Pictures are to be left out, but please repeat each record exactly.
----- PROVIDED DATA -----
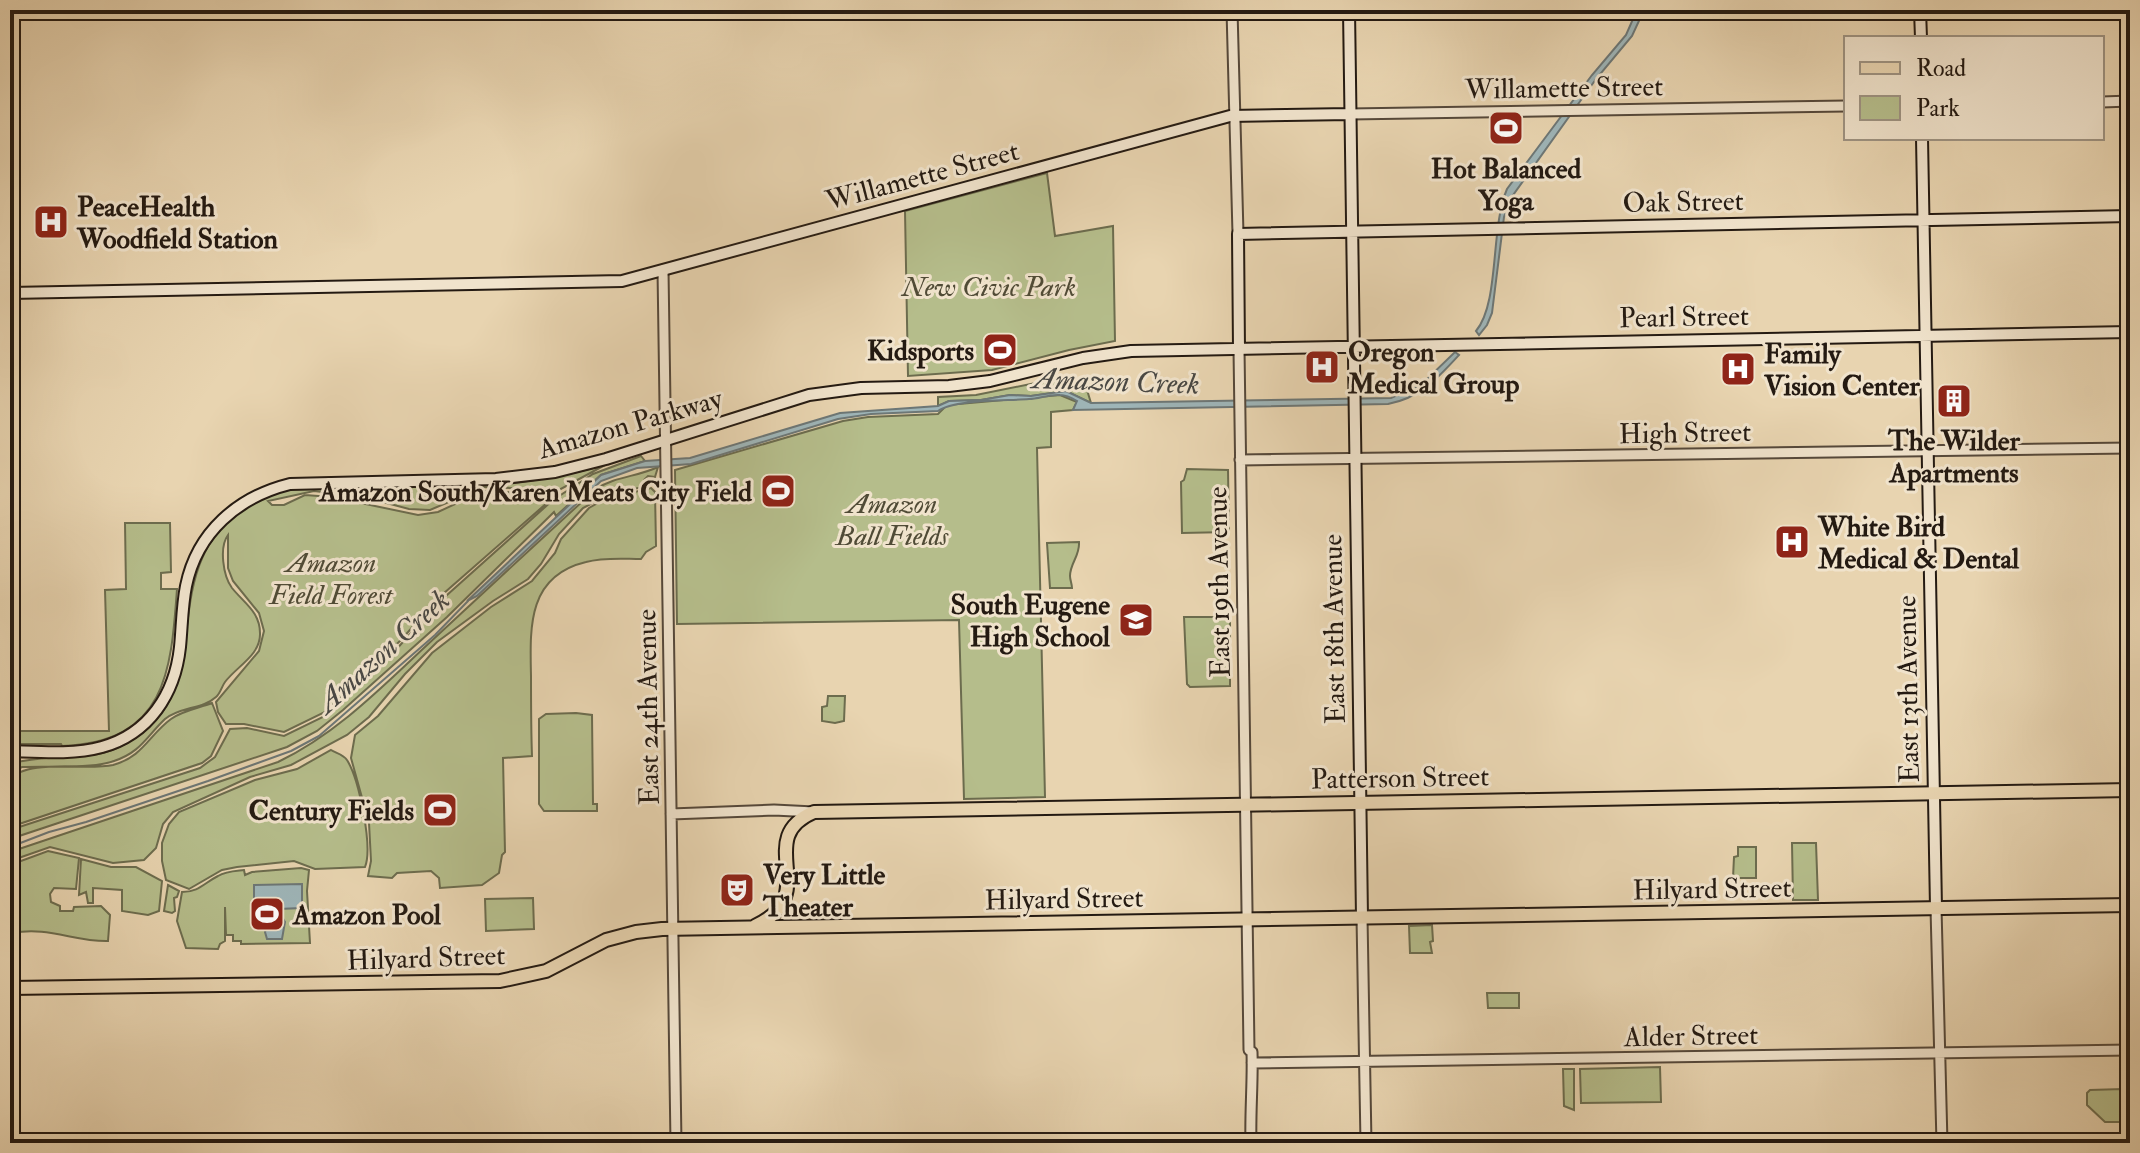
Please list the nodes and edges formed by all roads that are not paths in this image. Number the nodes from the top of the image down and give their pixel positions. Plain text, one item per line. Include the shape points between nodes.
1 (1232, 10) edge
2 (1349, 10) edge
3 (1920, 10) edge
4 (1921, 36) edge
5 (2130, 101) edge
6 (2104, 102) edge
7 (1844, 106) edge
8 (1237, 114) junction
9 (1350, 114) junction
10 (1922, 140) edge
11 (2130, 216) edge
12 (1924, 221) junction
13 (1352, 232) junction
14 (1238, 234) junction
15 (663, 270) junction
16 (10, 293) edge
17 (2130, 332) edge
18 (1924, 336) junction
19 (1353, 347) junction
20 (1239, 349) junction
21 (665, 440) junction
22 (2130, 448) edge
23 (1928, 451) junction
24 (1355, 458) junction
25 (1240, 460) junction
26 (10, 751) edge
27 (48, 752) junction
28 (10, 758) edge
29 (2130, 790) edge
30 (1934, 793) junction
31 (1360, 801) junction
32 (1245, 804) junction
33 (814, 812) junction
34 (671, 814) junction
35 (787, 889) junction
36 (2130, 905) edge
37 (1936, 908) junction
38 (1362, 917) junction
39 (1247, 919) junction
40 (752, 928) junction
41 (786, 928) junction
42 (673, 929) junction
43 (10, 988) edge
44 (1249, 1050) junction
45 (2130, 1050) edge
46 (1940, 1054) junction
47 (1364, 1061) junction
48 (1252, 1063) junction
49 (1250, 1080) junction
50 (676, 1143) edge
51 (1251, 1143) edge
52 (1366, 1143) edge
53 (1942, 1143) edge

1 - 8 street, East 19th Avenue
2 - 9 main road, East 18th Avenue
3 - 4 main road
5 - 6 street
7 - 9 street, Willamette Street
8 - 9 main road, Willamette Street
8 - 14 street, East 19th Avenue
8 - 15 main road, Willamette Street
9 - 13 main road, East 18th Avenue
10 - 12 main road, East 13th Avenue
11 - 12 main road, Oak Street
12 - 13 main road, Oak Street
12 - 18 main road, East 13th Avenue
13 - 14 main road, Oak Street
13 - 19 main road, East 18th Avenue
14 - 20 main road, East 19th Avenue
15 - 16 main road, Willamette Street via 605,282
15 - 21 street, East 24th Avenue
17 - 18 main road, Pearl Street
18 - 19 main road, Pearl Street
18 - 23 main road, East 13th Avenue
19 - 20 main road, Pearl Street
19 - 24 main road, East 18th Avenue
20 - 21 main road, Amazon Parkway via 1131,351 990,381 832,391
20 - 25 street, East 19th Avenue
21 - 27 main road, Amazon Parkway via 580,467 525,477 306,482 259,493 226,515 195,558 172,686 155,713 116,743
21 - 34 street, East 24th Avenue
22 - 23 street, High Street
23 - 24 street, High Street
23 - 30 main road, East 13th Avenue
24 - 25 street, High Street
24 - 31 main road, East 18th Avenue
25 - 32 street, East 19th Avenue
26 - 27 main road, Amazon Parkway
27 - 28 main road, Amazon Parkway
29 - 30 main road, Patterson Street
30 - 31 main road, Patterson Street
30 - 37 main road, East 13th Avenue
31 - 32 main road, Patterson Street
31 - 38 main road, East 18th Avenue
32 - 33 main road, Patterson Street
32 - 39 street, East 19th Avenue
33 - 34 street, Patterson Street
33 - 35 main road via 788,832
34 - 42 street, East 24th Avenue
35 - 40 main road via 780,911
35 - 41 main road
36 - 37 main road, Hilyard Street
37 - 38 main road, Hilyard Street
37 - 46 street, East 13th Avenue
38 - 39 main road, Hilyard Street
38 - 47 street, East 18th Avenue
39 - 41 main road, Hilyard Street
39 - 44 street, East 19th Avenue
40 - 41 main road, Hilyard Street
40 - 42 main road, Hilyard Street
42 - 43 main road, Hilyard Street via 618,937 546,971 500,981
42 - 50 street, East 24th Avenue
44 - 48 street, East 19th Avenue
44 - 49 street, East 19th Avenue
45 - 46 street, Alder Street
46 - 47 street, Alder Street
46 - 53 street, East 13th Avenue
47 - 48 street, Alder Street
47 - 52 street, East 18th Avenue
48 - 49 street, East 19th Avenue
49 - 51 street, East 19th Avenue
-----
## [ANSWER FOR THIS EXERCISE]
Please list the nodes and edges formed by all roads that are not paths in this image. Number the nodes from the top of the image down and give their pixel positions. Plain text, one item per line. Include the shape points between nodes.
1 (1232, 10) edge
2 (1349, 10) edge
3 (1920, 10) edge
4 (1921, 36) edge
5 (2130, 101) edge
6 (2104, 102) edge
7 (1844, 106) edge
8 (1237, 114) junction
9 (1350, 114) junction
10 (1922, 140) edge
11 (2130, 216) edge
12 (1924, 221) junction
13 (1352, 232) junction
14 (1238, 234) junction
15 (663, 270) junction
16 (10, 293) edge
17 (2130, 332) edge
18 (1924, 336) junction
19 (1353, 347) junction
20 (1239, 349) junction
21 (665, 440) junction
22 (2130, 448) edge
23 (1928, 451) junction
24 (1355, 458) junction
25 (1240, 460) junction
26 (10, 751) edge
27 (48, 752) junction
28 (10, 758) edge
29 (2130, 790) edge
30 (1934, 793) junction
31 (1360, 801) junction
32 (1245, 804) junction
33 (814, 812) junction
34 (671, 814) junction
35 (787, 889) junction
36 (2130, 905) edge
37 (1936, 908) junction
38 (1362, 917) junction
39 (1247, 919) junction
40 (752, 928) junction
41 (786, 928) junction
42 (673, 929) junction
43 (10, 988) edge
44 (1249, 1050) junction
45 (2130, 1050) edge
46 (1940, 1054) junction
47 (1364, 1061) junction
48 (1252, 1063) junction
49 (1250, 1080) junction
50 (676, 1143) edge
51 (1251, 1143) edge
52 (1366, 1143) edge
53 (1942, 1143) edge

1 - 8 street, East 19th Avenue
2 - 9 main road, East 18th Avenue
3 - 4 main road
5 - 6 street
7 - 9 street, Willamette Street
8 - 9 main road, Willamette Street
8 - 14 street, East 19th Avenue
8 - 15 main road, Willamette Street
9 - 13 main road, East 18th Avenue
10 - 12 main road, East 13th Avenue
11 - 12 main road, Oak Street
12 - 13 main road, Oak Street
12 - 18 main road, East 13th Avenue
13 - 14 main road, Oak Street
13 - 19 main road, East 18th Avenue
14 - 20 main road, East 19th Avenue
15 - 16 main road, Willamette Street via 605,282
15 - 21 street, East 24th Avenue
17 - 18 main road, Pearl Street
18 - 19 main road, Pearl Street
18 - 23 main road, East 13th Avenue
19 - 20 main road, Pearl Street
19 - 24 main road, East 18th Avenue
20 - 21 main road, Amazon Parkway via 1131,351 990,381 832,391
20 - 25 street, East 19th Avenue
21 - 27 main road, Amazon Parkway via 580,467 525,477 306,482 259,493 226,515 195,558 172,686 155,713 116,743
21 - 34 street, East 24th Avenue
22 - 23 street, High Street
23 - 24 street, High Street
23 - 30 main road, East 13th Avenue
24 - 25 street, High Street
24 - 31 main road, East 18th Avenue
25 - 32 street, East 19th Avenue
26 - 27 main road, Amazon Parkway
27 - 28 main road, Amazon Parkway
29 - 30 main road, Patterson Street
30 - 31 main road, Patterson Street
30 - 37 main road, East 13th Avenue
31 - 32 main road, Patterson Street
31 - 38 main road, East 18th Avenue
32 - 33 main road, Patterson Street
32 - 39 street, East 19th Avenue
33 - 34 street, Patterson Street
33 - 35 main road via 788,832
34 - 42 street, East 24th Avenue
35 - 40 main road via 780,911
35 - 41 main road
36 - 37 main road, Hilyard Street
37 - 38 main road, Hilyard Street
37 - 46 street, East 13th Avenue
38 - 39 main road, Hilyard Street
38 - 47 street, East 18th Avenue
39 - 41 main road, Hilyard Street
39 - 44 street, East 19th Avenue
40 - 41 main road, Hilyard Street
40 - 42 main road, Hilyard Street
42 - 43 main road, Hilyard Street via 618,937 546,971 500,981
42 - 50 street, East 24th Avenue
44 - 48 street, East 19th Avenue
44 - 49 street, East 19th Avenue
45 - 46 street, Alder Street
46 - 47 street, Alder Street
46 - 53 street, East 13th Avenue
47 - 48 street, Alder Street
47 - 52 street, East 18th Avenue
48 - 49 street, East 19th Avenue
49 - 51 street, East 19th Avenue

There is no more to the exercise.